The very idea of insulin injections to "help" me - which is what was discussed initially is just bizarre .

http://emedicine.medscape.com/article/2089224-overview

This is an American website so the measurement units may not be the same. If you have a print out of your test results the reference range should be on there.
 
Thanks @bluetit, I have seen the fasting reference range of under 25 before, that is why my doctor told me I'm normal
However the normal range is 2.6 - 24.9 and as far as I can gather that is because a large proportion of the population eats a ****** diet that increases insulin.

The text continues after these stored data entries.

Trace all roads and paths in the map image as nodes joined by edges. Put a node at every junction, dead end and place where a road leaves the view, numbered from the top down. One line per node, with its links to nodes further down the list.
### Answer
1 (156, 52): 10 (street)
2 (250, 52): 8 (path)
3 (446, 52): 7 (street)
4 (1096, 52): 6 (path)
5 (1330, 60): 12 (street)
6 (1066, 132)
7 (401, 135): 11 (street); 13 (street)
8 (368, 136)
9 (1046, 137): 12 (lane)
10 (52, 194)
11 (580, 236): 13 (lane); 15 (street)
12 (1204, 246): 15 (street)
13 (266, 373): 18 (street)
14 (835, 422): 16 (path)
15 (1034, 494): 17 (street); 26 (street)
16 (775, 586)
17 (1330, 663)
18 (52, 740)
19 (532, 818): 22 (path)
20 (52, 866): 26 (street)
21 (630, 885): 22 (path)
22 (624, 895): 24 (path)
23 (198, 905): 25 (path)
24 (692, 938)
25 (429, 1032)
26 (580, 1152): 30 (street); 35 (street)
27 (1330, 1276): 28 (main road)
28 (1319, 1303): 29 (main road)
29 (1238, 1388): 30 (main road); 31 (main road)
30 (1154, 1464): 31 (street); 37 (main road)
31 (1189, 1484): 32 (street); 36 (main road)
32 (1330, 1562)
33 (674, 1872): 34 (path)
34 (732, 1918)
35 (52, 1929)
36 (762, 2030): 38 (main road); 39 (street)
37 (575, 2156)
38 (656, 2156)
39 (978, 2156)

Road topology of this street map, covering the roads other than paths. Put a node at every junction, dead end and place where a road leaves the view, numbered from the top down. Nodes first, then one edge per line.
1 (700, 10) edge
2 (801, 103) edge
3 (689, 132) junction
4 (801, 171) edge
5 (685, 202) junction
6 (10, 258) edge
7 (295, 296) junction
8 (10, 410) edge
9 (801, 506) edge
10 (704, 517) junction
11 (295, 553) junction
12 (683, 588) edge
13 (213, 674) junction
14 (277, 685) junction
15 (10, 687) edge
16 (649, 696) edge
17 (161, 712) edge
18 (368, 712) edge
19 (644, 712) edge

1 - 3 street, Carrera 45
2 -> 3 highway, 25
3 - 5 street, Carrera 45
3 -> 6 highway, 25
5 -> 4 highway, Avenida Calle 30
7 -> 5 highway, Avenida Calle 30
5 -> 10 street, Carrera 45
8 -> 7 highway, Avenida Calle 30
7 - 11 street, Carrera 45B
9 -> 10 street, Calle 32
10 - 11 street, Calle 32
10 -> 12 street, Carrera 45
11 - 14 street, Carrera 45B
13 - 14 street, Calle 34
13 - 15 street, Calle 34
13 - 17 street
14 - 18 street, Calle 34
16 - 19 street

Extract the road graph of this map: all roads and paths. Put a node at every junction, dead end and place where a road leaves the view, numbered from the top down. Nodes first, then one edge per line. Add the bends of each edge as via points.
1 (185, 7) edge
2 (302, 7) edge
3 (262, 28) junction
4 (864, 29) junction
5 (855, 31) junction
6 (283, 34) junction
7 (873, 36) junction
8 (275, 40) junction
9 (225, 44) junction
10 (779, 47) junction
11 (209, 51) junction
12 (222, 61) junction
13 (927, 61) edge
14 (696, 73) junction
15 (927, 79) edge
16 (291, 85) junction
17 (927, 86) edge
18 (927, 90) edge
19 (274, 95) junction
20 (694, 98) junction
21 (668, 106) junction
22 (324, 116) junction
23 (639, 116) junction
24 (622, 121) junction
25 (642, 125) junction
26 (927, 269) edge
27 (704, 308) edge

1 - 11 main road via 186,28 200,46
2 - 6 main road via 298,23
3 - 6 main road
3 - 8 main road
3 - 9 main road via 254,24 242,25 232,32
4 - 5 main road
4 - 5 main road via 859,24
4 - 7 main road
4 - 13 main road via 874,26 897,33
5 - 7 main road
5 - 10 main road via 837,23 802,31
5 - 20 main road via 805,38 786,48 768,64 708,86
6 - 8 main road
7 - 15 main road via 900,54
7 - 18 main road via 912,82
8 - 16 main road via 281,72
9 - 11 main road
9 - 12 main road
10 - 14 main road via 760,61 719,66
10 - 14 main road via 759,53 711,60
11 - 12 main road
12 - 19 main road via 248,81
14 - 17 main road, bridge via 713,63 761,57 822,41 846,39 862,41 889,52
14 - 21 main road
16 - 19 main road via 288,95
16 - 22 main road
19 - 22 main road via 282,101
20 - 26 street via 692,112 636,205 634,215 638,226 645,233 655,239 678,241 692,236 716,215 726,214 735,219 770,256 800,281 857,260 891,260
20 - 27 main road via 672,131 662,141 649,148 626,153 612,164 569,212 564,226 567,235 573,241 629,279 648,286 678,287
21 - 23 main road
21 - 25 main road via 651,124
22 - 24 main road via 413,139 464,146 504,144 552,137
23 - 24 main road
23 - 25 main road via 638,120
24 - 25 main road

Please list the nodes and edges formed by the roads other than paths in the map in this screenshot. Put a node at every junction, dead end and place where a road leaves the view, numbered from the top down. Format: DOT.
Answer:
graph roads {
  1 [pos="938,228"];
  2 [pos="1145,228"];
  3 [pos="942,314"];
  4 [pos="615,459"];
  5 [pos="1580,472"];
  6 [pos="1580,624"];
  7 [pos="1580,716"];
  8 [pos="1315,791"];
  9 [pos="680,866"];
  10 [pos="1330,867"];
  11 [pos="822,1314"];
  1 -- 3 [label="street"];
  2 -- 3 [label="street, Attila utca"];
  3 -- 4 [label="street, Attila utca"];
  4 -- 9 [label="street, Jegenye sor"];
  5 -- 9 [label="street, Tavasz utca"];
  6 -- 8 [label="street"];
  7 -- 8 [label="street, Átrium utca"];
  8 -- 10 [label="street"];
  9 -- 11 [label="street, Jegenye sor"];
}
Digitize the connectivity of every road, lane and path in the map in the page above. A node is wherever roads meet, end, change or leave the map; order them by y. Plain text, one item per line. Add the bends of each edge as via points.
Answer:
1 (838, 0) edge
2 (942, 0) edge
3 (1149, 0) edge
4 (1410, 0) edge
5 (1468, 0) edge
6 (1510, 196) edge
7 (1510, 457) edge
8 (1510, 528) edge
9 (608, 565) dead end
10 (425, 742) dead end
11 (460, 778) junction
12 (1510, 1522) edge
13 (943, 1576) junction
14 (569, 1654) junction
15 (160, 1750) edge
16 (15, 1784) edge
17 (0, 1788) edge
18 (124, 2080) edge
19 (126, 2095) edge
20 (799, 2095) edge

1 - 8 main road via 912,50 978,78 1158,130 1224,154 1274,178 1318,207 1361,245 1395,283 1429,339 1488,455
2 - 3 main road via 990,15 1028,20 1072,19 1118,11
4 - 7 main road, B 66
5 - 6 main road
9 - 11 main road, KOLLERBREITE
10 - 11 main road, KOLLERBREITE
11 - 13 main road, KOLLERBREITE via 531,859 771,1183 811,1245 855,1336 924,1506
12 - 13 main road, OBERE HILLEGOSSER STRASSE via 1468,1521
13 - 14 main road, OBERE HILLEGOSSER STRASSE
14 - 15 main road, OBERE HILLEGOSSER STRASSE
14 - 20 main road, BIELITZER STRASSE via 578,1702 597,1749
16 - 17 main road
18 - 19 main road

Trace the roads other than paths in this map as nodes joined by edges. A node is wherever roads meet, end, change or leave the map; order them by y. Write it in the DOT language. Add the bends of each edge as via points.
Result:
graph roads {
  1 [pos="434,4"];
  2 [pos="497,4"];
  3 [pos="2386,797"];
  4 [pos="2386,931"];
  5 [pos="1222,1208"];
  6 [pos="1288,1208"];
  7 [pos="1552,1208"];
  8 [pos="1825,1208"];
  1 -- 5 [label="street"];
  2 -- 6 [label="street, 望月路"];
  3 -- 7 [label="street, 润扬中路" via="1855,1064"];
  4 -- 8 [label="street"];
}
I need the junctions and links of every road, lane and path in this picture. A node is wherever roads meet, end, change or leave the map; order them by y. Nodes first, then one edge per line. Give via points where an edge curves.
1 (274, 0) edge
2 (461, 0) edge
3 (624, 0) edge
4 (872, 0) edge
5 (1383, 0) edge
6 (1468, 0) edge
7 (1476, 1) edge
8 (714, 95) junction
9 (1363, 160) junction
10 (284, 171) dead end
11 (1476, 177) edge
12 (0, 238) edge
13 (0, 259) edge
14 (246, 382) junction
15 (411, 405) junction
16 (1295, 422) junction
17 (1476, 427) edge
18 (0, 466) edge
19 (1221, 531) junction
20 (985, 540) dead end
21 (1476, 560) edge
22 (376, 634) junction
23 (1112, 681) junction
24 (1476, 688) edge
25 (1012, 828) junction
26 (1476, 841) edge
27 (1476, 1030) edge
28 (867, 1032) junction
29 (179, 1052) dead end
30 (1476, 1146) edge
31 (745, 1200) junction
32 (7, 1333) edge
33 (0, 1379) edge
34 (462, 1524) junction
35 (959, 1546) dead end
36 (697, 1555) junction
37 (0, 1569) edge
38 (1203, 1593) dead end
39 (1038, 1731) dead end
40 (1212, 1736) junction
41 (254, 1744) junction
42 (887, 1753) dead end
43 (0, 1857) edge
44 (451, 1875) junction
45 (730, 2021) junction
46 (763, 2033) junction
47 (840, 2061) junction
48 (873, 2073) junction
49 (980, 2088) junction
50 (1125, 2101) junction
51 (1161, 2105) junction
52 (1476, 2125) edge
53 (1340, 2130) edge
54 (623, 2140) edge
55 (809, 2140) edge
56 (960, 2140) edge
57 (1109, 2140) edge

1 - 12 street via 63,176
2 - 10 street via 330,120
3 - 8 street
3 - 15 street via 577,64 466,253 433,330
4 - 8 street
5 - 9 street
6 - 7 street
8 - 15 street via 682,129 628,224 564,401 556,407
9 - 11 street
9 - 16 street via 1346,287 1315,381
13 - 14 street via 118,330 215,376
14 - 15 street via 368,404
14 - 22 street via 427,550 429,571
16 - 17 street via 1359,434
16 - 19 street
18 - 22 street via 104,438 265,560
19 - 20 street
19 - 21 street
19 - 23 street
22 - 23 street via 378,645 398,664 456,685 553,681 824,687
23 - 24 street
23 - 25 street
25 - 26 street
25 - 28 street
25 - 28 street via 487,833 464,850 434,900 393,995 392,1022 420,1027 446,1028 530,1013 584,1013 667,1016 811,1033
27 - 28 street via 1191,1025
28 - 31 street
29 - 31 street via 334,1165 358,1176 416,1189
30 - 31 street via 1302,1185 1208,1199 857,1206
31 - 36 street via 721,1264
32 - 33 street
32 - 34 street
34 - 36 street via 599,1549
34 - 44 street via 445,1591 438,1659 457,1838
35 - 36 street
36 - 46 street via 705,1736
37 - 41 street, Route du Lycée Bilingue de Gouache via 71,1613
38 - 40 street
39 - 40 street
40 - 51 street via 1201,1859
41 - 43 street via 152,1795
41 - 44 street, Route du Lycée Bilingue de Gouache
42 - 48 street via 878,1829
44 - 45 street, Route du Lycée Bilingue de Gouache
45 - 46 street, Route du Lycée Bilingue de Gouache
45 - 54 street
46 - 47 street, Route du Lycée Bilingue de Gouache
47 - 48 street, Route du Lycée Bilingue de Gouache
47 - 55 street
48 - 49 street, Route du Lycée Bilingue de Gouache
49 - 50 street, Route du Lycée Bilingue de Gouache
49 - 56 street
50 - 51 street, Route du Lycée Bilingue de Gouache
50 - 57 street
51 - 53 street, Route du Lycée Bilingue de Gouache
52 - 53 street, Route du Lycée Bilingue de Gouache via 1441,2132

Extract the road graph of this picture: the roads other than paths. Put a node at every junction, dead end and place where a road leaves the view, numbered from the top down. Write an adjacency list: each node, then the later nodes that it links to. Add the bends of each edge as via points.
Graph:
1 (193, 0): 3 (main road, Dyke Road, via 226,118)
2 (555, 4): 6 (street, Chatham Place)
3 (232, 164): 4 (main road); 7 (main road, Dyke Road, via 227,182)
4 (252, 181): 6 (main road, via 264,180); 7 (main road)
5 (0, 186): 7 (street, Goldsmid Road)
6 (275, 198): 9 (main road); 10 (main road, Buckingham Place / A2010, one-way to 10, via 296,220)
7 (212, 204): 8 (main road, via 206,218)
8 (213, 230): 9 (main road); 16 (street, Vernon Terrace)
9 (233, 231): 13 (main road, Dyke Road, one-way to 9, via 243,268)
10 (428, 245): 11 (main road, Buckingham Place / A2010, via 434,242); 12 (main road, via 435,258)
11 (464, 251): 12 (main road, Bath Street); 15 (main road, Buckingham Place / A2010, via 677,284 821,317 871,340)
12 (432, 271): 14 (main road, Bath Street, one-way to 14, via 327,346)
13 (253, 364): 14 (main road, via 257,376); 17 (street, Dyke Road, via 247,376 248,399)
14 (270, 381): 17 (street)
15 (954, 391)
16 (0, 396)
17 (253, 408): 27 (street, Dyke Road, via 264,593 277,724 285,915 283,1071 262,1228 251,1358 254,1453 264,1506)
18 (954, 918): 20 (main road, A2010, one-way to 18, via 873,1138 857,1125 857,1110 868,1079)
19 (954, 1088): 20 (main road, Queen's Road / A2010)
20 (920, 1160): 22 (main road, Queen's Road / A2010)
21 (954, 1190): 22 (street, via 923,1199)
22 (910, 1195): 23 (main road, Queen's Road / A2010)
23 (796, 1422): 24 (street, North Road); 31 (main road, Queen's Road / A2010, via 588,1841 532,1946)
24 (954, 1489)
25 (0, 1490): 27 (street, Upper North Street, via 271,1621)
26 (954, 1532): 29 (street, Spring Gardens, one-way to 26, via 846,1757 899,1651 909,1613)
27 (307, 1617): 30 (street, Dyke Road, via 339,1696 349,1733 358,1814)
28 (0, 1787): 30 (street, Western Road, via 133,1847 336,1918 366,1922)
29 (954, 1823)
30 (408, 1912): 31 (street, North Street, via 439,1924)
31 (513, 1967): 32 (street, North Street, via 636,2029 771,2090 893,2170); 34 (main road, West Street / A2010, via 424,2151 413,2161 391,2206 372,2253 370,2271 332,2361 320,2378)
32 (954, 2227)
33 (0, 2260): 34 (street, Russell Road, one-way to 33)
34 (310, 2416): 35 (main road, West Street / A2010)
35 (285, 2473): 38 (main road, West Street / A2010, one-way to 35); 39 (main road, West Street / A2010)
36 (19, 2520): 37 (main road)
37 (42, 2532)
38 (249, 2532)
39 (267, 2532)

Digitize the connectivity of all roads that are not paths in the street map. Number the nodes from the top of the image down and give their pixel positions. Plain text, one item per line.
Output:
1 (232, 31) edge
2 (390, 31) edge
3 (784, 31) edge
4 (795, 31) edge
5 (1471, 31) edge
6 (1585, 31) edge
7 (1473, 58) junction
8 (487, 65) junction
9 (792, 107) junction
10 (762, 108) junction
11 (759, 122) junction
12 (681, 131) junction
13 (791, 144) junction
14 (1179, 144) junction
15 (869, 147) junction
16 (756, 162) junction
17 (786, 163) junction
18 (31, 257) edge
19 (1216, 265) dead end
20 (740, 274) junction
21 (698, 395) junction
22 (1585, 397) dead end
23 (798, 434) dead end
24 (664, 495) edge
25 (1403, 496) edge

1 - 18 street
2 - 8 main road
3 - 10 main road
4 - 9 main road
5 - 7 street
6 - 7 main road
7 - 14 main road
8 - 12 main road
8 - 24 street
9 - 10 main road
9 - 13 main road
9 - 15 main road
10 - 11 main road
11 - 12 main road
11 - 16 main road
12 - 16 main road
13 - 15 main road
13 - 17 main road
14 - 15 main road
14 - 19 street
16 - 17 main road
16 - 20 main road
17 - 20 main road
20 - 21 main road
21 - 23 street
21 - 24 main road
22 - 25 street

The ideal range is closer to 2.6- 5.0 ( or so I read somewhere amongst the plethora of research I seem to have accessed now.)
 
"Our culturally ‘normal’ diet, based on carbohydrate, is biologically different from the diet the human species evolved to thrive on."

I evolved to catch a banana or possibly some wheat, if it wasn't moving too fast in the wind.
There is absolutely zero chance I could catch a wild boar.

So, unless evolution peaked at unwrapping the clingfilm packages from the meat counter at Tesco's on the modern Paleo diet, mankind is probably at a dead end anyway you look at it now.
 
There are a couple of drugs that help to improve insulin sensitivity, metformin and Actos (pioglitazone). But yes, I agree that it's strange that the insulin resistance isn't generally more addressed by the medical profession.
 
@douglas99 whilst it is patently nonsense to claim that the human species evolved eating a low carb diet, it seems to me that our brains have evolved far faster than our digestive systems, which is probably the root cause of most of our current health issues.